Genaille concurs in describing the DSCA's initiatives, including the new LOAs. “We [know that] to get to the next level where we can really increase the speed at which we deliver capabilities to our partners, there is more we need to do.”
The DSCA counts an ongoing portfolio of FMS worth around $400 billion, averaging about $41 billion in new business annually. “The $41 billion in new business each year is like having a fourth military service acquisition program,” he says. “This infusion of funds helps sustain our own industrial base and lowers the cost of our own defense acquisition.”
Ever since the Obama administration unveiled a massive export effort, defense officials and executives have posited that without such international sales, U.S. national security would be at greater risk. “Millions” of technical and skilled jobs could be threatened by letting that FMS portfolio slip, Genaille estimates, and it would lead to an increase of 20-30% in procurement costs to the U.S. military.
Still, there exists some fear the U.S. already is pricing itself out of the ability to wage conventional war. “Weapons acquisition and support costs, and the cost of military personnel, have risen faster than the rate of inflation, and this trend does not appear to be reversing,” Capital Alpha Partners analyst Byron Callan noted to investor clients in July.

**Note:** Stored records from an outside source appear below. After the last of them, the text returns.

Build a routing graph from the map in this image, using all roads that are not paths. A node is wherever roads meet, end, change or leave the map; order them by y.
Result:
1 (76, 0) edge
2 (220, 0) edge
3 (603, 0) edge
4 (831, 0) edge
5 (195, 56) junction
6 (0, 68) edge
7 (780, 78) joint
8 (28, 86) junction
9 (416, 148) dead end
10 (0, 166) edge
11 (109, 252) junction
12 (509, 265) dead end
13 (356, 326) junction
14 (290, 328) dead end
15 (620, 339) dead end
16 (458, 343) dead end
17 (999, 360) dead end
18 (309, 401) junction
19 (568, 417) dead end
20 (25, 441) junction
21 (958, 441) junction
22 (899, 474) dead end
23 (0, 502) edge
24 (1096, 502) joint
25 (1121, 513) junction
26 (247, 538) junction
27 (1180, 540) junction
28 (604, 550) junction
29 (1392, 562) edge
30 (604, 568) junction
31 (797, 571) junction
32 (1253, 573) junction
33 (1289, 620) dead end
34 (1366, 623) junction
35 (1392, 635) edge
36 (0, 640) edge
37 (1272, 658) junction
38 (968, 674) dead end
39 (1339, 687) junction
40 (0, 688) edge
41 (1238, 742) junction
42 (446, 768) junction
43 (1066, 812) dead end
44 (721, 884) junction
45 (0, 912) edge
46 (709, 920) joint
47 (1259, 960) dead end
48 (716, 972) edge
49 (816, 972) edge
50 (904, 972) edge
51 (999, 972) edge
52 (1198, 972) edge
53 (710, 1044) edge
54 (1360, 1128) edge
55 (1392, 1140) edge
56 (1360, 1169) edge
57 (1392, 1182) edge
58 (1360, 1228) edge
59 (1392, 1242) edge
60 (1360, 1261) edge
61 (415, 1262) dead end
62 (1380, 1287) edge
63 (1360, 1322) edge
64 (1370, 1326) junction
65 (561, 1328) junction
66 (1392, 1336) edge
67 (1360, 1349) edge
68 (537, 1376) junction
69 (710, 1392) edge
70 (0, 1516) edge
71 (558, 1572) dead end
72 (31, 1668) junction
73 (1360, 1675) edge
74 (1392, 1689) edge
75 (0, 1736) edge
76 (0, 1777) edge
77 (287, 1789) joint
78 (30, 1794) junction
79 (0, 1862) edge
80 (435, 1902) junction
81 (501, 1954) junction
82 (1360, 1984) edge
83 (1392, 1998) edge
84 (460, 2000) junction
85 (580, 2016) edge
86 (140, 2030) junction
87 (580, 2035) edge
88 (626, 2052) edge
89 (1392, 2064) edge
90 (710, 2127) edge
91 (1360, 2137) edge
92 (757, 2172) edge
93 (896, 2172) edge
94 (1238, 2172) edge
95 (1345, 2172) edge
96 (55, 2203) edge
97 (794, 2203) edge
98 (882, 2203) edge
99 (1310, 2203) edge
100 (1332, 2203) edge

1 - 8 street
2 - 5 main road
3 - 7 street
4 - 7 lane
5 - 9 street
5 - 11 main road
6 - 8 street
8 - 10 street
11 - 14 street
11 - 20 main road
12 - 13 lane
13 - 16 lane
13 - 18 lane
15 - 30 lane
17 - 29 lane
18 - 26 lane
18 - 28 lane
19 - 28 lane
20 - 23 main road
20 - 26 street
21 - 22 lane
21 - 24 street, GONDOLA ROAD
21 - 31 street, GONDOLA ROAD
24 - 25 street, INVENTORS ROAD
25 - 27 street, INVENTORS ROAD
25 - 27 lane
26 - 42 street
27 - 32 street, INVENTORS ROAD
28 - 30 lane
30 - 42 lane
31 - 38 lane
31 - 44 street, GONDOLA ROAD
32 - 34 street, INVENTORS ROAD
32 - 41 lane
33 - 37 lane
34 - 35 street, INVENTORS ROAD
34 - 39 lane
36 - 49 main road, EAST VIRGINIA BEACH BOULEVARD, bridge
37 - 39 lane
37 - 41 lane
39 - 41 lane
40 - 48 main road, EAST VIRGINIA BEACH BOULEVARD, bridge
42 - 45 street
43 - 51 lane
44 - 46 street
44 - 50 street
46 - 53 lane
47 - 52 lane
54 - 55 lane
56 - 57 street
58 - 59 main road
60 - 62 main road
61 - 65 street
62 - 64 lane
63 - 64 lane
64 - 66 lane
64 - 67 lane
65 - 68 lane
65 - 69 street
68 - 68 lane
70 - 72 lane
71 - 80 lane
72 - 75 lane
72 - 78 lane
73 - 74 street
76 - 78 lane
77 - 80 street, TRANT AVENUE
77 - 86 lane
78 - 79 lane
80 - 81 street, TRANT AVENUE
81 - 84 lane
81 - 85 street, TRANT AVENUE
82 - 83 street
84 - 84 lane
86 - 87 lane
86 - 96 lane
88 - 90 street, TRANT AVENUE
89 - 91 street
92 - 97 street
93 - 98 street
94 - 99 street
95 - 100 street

“New weapons systems such as F-35, V-22 and Ohio Replacement Program are more capable but are much higher priced in inflation-adjusted terms than weapons they replace.” Adversaries' offensive weapons are fractions of the cost to protect against them, Callan says, citing congressional and independent think tank data. It costs far more to protect against China's DF-21D missile and crude unguided missiles “fired by states that have GDPs smaller than the revenues of U.S. defense primes.”